### Task objective
The answer must be a single number: how many lines of the entries below include "evenodd".

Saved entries
____________

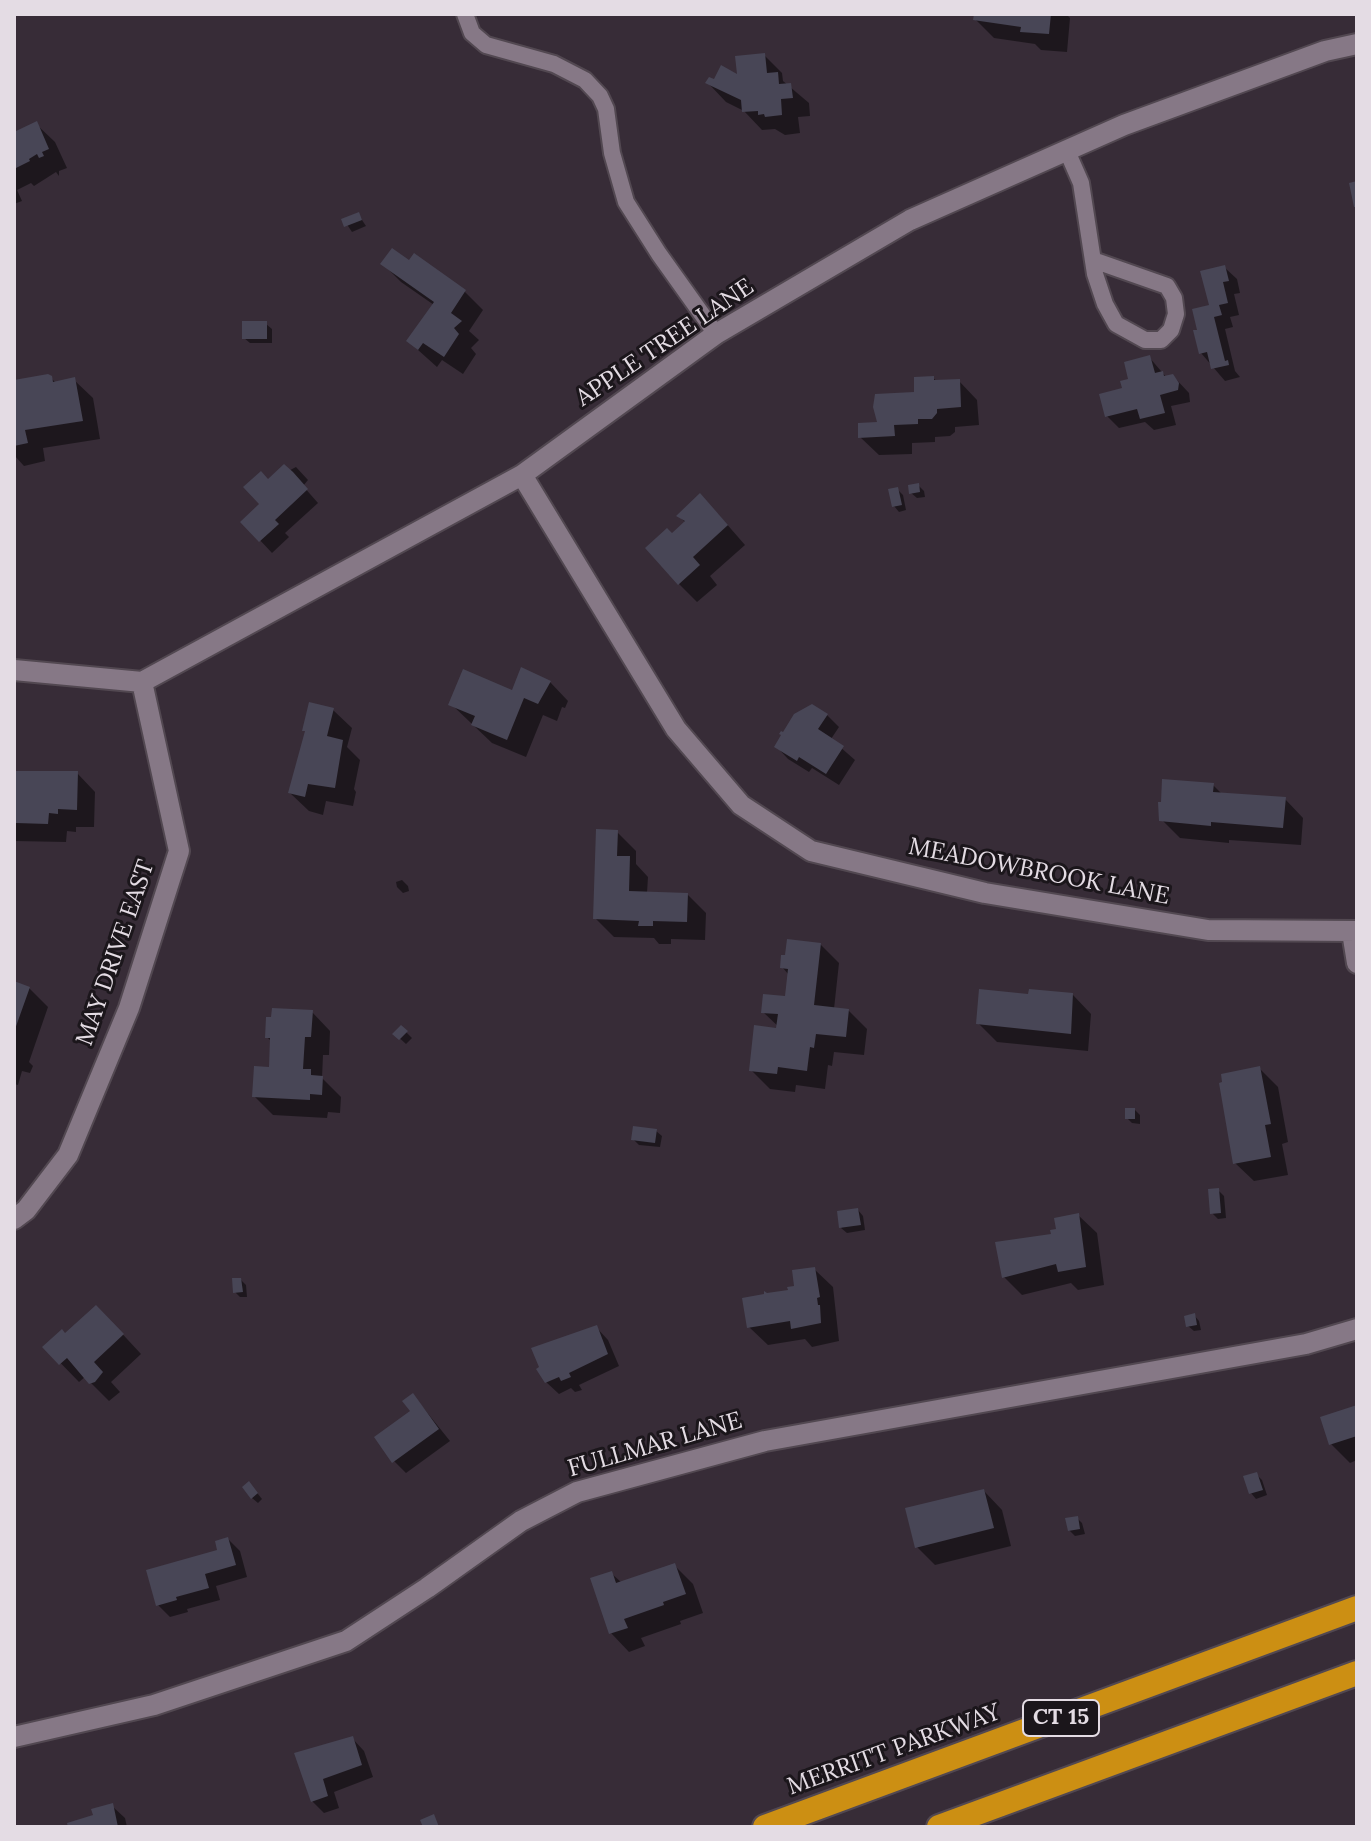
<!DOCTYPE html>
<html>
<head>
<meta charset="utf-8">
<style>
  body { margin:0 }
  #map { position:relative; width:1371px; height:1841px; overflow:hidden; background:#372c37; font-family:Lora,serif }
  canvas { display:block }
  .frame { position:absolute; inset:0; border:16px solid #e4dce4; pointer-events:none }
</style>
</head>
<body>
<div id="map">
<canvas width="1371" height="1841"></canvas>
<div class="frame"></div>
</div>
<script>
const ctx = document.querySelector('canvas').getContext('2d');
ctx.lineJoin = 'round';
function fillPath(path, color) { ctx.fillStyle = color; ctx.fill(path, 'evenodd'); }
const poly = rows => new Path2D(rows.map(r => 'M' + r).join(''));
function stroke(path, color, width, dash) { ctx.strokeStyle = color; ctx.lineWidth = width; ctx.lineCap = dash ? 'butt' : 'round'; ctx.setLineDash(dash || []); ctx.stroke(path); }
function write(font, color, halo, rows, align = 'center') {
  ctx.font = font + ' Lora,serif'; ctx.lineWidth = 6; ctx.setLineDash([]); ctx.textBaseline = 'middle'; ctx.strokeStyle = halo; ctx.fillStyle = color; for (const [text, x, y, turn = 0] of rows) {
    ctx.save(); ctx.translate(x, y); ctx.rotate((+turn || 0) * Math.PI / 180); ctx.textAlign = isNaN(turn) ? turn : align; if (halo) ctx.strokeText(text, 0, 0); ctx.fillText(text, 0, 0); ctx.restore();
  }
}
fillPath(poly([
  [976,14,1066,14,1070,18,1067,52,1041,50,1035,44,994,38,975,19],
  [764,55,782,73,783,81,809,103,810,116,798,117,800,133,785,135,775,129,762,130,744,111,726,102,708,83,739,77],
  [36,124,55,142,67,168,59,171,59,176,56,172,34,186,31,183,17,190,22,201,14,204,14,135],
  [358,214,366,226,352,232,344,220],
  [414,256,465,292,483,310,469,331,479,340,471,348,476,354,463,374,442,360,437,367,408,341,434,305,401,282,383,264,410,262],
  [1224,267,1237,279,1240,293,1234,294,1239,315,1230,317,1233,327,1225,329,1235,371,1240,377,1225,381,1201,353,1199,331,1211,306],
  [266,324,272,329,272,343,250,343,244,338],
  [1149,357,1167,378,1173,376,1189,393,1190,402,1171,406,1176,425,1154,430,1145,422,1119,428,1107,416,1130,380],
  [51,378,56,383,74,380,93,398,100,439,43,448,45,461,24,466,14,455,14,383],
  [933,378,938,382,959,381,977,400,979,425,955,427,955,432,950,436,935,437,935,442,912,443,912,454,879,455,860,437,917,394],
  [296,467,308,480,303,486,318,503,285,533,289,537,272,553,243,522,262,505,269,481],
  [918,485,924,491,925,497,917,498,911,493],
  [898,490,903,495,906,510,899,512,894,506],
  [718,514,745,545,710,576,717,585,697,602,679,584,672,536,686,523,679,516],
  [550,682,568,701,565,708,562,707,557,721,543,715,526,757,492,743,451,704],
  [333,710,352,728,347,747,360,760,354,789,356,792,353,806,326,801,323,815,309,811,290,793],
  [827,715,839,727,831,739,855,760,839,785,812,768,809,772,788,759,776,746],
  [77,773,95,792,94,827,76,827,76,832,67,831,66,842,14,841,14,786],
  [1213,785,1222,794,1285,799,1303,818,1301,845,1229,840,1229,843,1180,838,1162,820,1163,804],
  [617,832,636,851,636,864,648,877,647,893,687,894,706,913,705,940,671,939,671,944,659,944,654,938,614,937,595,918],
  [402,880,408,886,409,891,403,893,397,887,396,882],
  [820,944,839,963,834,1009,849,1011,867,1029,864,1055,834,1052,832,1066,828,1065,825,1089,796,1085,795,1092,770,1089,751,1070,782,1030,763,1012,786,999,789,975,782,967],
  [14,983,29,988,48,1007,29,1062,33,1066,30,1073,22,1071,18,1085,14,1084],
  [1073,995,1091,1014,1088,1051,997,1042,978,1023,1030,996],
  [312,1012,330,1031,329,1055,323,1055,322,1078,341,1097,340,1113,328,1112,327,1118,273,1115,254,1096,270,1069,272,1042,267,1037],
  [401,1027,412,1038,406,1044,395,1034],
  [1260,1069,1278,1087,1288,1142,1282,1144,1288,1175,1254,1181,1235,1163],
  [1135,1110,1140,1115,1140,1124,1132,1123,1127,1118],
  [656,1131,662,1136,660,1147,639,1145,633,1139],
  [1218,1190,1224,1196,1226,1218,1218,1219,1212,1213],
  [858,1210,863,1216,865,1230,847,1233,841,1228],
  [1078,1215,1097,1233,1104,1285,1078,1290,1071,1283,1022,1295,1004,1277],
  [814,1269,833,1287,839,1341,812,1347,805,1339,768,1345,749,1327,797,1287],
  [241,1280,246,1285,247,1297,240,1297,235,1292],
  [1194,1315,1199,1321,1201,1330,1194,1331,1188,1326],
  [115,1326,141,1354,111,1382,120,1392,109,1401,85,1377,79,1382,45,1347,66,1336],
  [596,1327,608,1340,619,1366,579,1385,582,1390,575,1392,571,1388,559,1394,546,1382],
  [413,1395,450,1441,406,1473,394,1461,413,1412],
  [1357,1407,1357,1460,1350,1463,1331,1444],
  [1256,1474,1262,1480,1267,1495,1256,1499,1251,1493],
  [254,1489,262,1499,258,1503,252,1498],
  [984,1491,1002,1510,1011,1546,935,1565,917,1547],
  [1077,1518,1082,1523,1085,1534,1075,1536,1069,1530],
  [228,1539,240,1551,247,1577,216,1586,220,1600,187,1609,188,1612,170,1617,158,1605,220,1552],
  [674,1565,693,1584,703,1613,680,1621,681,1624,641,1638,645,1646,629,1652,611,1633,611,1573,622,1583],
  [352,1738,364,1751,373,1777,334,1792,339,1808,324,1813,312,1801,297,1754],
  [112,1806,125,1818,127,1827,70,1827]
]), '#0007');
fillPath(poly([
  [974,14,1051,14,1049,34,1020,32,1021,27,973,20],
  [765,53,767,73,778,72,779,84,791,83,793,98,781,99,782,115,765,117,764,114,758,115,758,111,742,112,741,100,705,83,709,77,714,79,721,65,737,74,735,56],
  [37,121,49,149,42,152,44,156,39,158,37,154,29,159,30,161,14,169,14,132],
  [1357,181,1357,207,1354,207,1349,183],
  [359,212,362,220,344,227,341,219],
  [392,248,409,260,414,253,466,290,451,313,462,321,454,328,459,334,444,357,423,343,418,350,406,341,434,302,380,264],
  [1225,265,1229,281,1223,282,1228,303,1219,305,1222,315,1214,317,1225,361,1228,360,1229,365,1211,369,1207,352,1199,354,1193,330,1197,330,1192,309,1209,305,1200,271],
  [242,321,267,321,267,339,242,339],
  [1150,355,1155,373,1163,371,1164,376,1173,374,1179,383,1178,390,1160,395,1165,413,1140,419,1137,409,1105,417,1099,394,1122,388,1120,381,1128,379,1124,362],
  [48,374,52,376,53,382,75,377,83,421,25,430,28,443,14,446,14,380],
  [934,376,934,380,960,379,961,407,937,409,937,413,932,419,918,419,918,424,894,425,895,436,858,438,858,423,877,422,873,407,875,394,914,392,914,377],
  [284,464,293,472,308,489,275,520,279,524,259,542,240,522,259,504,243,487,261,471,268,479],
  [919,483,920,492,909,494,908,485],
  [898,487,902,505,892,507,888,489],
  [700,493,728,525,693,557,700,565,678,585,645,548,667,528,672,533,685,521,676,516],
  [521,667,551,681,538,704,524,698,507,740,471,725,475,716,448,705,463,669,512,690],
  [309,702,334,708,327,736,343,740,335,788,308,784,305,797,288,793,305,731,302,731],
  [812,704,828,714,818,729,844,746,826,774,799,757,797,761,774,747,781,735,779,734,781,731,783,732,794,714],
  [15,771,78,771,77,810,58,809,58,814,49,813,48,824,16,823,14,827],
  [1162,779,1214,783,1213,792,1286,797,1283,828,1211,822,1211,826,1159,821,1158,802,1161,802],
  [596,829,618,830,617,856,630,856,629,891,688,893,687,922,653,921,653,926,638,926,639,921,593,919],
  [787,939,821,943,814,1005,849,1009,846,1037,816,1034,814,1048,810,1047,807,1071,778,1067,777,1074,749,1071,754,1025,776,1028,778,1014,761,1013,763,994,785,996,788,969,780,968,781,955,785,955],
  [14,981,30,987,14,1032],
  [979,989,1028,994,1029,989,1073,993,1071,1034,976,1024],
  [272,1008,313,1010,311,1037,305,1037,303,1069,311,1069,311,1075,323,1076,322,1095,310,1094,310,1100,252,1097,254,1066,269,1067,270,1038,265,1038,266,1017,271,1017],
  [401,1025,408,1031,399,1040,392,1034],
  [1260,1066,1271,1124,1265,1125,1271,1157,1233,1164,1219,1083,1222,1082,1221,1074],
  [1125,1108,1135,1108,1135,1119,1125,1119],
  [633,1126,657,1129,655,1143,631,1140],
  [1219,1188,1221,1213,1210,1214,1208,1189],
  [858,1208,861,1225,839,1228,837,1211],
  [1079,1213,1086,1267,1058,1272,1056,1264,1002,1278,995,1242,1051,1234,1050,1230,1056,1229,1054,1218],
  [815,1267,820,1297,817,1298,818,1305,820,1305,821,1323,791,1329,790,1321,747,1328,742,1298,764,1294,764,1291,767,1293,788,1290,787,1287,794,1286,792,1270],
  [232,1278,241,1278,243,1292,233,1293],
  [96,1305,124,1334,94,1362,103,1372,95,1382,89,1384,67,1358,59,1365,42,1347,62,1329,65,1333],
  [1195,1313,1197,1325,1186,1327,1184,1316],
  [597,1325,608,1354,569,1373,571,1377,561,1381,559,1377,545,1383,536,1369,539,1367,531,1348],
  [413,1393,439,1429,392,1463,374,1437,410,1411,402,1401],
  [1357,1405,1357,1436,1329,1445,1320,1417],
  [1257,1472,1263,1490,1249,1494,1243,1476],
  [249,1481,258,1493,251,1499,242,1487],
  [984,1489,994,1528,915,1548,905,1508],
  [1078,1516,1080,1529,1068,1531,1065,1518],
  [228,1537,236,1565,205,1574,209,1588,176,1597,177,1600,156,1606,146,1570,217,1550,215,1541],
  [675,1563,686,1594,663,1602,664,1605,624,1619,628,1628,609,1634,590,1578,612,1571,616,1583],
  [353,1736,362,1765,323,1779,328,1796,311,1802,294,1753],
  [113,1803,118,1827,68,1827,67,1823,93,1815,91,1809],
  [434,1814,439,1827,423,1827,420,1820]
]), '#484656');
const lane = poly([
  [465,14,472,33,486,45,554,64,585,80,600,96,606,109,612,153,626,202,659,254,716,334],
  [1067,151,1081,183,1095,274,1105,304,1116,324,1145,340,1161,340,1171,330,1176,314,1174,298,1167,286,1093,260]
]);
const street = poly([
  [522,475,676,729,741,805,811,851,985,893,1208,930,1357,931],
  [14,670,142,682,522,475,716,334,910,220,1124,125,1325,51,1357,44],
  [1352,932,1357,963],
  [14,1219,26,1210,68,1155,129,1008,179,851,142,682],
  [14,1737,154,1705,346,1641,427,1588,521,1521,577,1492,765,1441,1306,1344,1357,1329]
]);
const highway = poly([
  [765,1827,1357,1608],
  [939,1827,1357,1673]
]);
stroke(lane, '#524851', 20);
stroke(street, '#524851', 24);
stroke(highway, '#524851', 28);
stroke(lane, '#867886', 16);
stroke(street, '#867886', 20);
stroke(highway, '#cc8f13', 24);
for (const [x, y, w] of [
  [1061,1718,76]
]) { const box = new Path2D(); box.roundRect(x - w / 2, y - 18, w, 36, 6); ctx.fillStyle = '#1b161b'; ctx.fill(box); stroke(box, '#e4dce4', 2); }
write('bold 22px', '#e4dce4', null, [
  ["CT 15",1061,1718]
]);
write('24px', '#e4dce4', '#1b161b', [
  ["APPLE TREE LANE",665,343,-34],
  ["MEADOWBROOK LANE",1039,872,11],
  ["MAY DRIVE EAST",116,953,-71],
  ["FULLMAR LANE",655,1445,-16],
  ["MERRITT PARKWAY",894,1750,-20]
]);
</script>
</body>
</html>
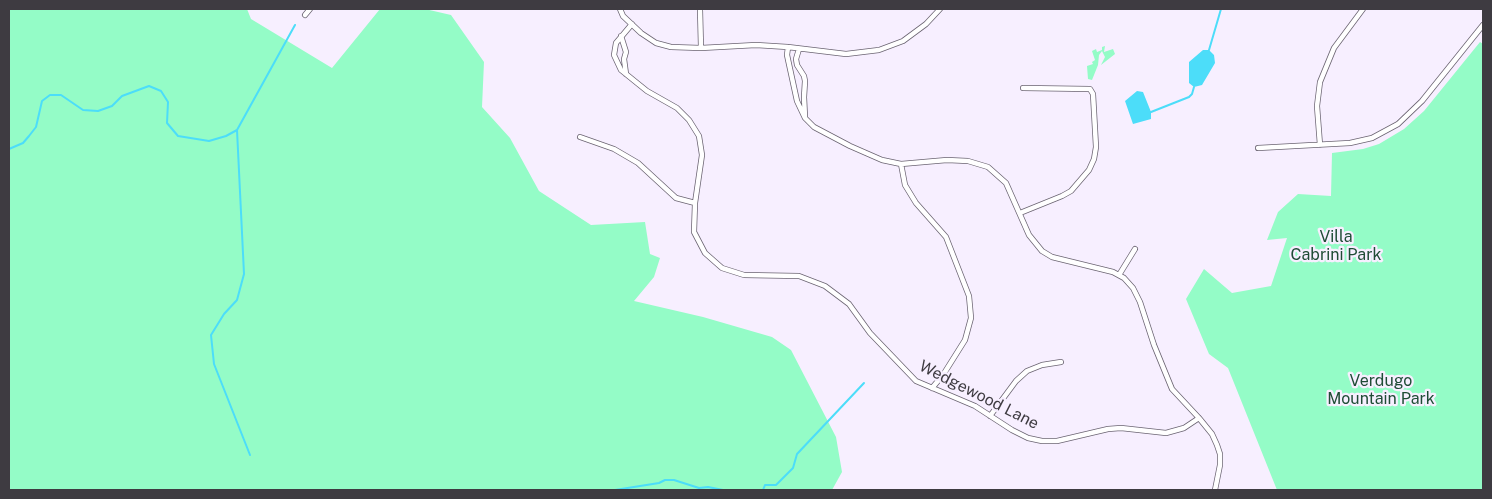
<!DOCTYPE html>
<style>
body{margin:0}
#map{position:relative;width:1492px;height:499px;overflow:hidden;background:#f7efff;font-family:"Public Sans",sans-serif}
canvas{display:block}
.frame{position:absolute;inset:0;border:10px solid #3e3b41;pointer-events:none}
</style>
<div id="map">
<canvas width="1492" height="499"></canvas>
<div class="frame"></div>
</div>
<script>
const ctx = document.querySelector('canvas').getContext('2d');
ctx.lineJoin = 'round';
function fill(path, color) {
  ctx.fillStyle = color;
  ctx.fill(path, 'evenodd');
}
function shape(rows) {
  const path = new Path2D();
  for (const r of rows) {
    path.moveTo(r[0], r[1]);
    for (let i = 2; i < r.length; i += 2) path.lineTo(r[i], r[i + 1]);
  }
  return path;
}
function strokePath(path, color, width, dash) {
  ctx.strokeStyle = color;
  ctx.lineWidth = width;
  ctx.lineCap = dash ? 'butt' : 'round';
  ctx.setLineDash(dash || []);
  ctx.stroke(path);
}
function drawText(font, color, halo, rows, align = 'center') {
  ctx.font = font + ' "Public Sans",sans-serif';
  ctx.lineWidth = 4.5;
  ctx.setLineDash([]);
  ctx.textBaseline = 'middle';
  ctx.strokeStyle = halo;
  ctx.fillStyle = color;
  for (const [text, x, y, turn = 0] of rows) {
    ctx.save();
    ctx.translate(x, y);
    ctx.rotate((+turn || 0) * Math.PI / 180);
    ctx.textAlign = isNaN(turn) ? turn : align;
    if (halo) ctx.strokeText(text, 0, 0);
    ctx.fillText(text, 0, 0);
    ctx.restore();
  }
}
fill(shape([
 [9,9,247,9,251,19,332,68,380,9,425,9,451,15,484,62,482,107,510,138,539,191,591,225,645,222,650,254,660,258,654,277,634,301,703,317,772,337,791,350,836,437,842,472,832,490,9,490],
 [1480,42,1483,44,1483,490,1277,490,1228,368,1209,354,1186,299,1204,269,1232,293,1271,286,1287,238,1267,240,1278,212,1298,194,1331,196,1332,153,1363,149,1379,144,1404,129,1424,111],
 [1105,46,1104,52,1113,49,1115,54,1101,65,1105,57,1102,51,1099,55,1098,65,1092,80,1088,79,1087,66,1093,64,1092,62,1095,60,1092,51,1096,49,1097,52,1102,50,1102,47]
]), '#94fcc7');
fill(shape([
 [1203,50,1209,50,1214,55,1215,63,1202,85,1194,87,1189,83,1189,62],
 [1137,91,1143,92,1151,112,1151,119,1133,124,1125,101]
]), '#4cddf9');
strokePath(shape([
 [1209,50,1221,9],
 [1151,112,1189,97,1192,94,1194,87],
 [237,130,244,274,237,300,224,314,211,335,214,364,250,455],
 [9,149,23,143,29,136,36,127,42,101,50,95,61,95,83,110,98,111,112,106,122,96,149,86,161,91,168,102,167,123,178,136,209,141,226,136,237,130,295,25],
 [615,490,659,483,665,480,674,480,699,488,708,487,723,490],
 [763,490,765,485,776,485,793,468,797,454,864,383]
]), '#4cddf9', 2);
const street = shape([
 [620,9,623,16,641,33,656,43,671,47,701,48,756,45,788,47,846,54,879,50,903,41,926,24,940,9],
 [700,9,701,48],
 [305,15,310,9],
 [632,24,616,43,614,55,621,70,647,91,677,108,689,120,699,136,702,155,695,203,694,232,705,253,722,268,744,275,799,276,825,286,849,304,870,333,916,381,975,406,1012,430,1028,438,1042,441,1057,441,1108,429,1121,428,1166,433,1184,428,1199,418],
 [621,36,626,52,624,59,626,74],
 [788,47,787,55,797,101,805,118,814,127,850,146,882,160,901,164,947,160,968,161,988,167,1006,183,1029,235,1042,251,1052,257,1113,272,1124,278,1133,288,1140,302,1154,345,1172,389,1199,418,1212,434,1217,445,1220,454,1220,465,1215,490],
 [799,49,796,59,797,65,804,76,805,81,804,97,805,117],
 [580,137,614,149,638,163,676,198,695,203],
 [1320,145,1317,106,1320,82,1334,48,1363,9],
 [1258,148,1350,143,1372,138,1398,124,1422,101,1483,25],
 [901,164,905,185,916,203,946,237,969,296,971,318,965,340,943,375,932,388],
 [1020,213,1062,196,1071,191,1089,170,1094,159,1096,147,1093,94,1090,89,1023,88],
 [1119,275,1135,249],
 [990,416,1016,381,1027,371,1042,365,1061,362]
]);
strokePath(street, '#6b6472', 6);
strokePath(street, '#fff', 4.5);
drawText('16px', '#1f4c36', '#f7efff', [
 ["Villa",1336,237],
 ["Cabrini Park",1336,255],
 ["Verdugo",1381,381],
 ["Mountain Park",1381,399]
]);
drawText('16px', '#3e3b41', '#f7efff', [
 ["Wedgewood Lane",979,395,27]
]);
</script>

____________

### Response box
2